Exercise instructions:
Go through the listing below and list every line with "down".

Data to use:
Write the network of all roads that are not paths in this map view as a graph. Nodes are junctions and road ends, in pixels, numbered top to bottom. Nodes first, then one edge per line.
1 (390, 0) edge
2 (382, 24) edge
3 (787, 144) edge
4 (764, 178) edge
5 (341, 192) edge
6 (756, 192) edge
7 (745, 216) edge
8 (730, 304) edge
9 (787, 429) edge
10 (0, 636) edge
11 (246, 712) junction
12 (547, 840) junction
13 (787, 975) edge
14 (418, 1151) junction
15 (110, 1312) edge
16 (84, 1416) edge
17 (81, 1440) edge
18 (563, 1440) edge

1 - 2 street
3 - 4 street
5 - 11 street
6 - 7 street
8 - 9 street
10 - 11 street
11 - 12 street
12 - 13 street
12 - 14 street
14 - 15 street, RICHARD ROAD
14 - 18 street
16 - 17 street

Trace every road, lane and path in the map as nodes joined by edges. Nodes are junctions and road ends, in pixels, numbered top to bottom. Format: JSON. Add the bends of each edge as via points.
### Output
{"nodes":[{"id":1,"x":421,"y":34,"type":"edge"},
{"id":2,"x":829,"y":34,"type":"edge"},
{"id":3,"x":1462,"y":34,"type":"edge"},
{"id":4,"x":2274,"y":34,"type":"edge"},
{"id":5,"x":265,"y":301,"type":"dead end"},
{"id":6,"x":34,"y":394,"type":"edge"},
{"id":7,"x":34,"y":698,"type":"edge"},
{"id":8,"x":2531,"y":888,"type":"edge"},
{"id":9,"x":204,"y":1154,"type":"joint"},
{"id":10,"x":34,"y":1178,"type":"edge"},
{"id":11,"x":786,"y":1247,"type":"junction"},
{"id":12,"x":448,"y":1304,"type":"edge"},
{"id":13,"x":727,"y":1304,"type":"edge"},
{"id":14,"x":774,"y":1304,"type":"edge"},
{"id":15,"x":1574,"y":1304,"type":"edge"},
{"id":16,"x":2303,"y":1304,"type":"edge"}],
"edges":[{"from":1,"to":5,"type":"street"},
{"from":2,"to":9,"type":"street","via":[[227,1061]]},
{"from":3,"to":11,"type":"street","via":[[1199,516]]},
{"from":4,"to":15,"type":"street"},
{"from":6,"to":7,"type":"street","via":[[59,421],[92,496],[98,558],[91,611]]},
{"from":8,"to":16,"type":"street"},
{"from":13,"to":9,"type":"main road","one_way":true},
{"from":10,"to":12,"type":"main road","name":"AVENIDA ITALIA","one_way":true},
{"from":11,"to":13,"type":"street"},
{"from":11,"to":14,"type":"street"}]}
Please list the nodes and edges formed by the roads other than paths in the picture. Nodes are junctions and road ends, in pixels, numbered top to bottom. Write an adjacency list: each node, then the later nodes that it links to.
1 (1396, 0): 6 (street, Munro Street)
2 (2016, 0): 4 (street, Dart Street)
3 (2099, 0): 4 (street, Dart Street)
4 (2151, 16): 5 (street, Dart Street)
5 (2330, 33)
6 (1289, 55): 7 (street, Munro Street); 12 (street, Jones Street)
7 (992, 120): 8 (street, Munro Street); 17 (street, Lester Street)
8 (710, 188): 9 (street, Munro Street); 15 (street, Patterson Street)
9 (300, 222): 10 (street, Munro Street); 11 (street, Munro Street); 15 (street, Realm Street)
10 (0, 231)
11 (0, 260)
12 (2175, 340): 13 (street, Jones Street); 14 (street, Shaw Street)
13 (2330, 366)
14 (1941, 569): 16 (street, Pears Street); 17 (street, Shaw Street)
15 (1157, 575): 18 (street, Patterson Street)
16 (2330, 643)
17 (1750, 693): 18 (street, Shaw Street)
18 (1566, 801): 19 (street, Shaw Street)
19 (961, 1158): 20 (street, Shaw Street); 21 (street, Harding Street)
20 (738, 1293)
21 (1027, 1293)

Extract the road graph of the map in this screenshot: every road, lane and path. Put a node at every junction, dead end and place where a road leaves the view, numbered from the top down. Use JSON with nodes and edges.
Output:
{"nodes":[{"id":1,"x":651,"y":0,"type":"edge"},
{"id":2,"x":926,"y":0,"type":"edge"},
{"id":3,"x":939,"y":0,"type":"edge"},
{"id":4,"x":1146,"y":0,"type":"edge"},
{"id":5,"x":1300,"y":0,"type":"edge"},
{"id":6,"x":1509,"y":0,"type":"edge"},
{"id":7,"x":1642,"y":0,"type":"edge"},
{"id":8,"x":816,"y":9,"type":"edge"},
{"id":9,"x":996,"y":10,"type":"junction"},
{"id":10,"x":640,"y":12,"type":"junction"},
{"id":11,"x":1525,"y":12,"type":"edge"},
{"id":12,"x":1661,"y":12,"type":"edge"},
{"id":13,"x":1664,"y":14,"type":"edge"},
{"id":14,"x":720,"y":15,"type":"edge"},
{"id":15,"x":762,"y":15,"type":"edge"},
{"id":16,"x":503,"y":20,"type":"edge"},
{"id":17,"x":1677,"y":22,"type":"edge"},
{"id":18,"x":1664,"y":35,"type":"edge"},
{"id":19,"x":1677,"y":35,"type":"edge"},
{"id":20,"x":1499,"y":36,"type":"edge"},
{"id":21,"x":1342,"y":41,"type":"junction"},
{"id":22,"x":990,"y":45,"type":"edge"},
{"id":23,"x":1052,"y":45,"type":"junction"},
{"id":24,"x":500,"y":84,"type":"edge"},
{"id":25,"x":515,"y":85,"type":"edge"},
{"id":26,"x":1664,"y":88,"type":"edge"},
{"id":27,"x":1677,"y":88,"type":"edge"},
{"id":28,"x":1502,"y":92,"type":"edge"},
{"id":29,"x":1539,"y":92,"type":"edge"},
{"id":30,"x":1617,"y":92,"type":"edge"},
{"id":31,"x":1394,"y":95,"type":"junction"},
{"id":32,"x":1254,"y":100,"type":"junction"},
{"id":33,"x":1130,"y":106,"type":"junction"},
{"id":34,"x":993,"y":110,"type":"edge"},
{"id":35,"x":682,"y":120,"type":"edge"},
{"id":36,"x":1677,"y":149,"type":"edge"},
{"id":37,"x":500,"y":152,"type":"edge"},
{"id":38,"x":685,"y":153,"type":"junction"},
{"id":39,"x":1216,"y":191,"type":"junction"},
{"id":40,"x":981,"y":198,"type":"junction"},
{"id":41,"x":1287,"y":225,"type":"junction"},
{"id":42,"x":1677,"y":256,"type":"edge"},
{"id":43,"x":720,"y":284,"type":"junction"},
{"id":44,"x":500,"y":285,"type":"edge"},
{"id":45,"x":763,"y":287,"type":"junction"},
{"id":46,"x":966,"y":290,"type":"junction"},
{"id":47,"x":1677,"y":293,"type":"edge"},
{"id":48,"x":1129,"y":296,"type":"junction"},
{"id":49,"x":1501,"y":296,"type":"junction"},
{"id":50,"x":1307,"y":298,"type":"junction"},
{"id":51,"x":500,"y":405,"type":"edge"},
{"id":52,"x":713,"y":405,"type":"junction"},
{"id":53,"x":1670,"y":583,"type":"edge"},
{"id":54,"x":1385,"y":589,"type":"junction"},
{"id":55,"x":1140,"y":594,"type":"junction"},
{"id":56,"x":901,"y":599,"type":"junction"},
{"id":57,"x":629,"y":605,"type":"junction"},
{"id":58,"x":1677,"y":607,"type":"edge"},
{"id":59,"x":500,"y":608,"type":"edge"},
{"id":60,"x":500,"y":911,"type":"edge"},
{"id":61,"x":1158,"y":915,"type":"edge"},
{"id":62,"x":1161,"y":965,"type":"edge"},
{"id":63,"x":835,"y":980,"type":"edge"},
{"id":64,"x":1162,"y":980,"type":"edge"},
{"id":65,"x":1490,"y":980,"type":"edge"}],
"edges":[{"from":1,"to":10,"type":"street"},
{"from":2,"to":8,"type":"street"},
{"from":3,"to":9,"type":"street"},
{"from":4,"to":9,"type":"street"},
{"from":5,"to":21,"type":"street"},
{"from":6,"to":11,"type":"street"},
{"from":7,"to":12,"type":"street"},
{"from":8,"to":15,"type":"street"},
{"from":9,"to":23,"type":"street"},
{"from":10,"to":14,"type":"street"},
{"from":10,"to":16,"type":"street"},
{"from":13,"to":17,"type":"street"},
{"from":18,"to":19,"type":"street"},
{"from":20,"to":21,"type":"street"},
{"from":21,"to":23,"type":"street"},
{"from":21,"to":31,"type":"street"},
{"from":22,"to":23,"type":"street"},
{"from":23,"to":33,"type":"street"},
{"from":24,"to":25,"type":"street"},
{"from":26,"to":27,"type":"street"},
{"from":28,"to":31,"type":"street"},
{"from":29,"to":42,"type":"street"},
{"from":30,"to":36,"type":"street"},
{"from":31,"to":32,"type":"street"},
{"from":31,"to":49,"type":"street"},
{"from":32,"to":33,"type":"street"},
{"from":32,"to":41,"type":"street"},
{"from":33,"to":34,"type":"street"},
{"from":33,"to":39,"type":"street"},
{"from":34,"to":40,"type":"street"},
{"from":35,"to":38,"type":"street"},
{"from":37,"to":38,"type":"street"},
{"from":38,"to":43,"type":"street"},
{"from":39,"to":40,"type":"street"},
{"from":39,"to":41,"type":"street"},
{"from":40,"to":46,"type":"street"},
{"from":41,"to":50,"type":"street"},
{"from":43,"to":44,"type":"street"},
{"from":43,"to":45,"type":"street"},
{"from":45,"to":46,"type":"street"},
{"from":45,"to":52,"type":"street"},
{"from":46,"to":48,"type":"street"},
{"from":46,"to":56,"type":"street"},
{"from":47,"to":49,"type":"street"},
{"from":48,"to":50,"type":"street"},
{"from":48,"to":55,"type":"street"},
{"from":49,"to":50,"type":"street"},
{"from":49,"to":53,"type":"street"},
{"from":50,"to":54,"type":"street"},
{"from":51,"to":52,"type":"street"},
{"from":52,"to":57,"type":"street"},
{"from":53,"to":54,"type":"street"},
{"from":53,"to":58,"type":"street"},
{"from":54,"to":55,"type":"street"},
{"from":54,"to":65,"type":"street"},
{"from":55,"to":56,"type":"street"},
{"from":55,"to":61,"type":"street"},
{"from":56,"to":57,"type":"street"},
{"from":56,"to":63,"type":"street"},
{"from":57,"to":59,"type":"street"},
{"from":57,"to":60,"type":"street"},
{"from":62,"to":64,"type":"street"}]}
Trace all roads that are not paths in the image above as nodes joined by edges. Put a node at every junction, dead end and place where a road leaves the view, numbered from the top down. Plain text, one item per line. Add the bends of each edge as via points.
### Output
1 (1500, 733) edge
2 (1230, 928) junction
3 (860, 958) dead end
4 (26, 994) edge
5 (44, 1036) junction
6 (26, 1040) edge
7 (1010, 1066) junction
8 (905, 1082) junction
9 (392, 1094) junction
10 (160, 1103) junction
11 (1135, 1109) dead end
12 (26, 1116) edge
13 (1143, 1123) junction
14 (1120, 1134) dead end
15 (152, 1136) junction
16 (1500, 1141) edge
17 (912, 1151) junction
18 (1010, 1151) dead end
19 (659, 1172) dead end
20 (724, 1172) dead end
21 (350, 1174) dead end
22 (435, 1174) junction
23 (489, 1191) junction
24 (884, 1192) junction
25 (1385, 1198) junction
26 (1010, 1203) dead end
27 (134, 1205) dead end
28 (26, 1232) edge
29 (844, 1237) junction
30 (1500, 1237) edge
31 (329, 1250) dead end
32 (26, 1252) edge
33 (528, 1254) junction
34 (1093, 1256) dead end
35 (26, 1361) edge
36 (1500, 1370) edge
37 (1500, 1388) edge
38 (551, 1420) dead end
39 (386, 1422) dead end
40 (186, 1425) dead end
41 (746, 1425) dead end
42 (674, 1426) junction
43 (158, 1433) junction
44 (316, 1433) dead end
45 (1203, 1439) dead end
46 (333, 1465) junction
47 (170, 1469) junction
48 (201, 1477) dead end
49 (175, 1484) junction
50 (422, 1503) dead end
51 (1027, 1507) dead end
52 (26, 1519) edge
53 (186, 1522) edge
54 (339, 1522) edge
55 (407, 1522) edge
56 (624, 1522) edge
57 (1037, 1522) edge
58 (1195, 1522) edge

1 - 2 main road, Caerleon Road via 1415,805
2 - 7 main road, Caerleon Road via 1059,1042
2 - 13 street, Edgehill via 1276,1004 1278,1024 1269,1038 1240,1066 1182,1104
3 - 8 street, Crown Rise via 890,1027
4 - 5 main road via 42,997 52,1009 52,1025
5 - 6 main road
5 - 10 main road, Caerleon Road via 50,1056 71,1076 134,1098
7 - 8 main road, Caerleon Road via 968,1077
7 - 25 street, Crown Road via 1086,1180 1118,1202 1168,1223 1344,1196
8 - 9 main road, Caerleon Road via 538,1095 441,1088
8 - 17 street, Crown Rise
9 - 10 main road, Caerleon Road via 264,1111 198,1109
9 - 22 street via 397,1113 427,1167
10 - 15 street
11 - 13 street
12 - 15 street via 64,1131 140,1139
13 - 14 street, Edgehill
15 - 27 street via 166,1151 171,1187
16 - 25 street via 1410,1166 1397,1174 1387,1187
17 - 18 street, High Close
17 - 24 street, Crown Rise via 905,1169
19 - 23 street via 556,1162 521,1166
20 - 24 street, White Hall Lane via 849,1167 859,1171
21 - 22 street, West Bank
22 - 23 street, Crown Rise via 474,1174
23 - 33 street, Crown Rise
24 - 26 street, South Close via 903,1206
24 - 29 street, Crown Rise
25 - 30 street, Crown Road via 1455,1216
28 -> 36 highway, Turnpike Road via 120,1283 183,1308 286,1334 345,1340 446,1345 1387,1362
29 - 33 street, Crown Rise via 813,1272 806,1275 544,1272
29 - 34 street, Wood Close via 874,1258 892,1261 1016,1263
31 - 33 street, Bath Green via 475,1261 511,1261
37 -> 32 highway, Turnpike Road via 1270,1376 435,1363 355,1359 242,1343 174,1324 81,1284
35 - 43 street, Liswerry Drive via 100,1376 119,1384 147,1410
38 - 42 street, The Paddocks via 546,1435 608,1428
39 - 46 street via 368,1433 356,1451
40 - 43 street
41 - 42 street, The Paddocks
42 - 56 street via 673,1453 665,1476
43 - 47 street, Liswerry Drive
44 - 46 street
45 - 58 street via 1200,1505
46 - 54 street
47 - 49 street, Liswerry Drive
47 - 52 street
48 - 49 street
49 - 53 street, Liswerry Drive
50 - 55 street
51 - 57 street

Output of the task:
Extract the road graph of the map in this screenshot: every road, lane and path. Put a node at every junction, dead end and place where a road leaves the view, numbered from the top down. Use JSON with nodes and edges.
Trace all roads that are not paths in the image above as nodes joined by edges. Put a node at every junction, dead end and place where a road leaves the view, numbered from the top down. Plain text, one item per line. Add the bends of each edge as via points.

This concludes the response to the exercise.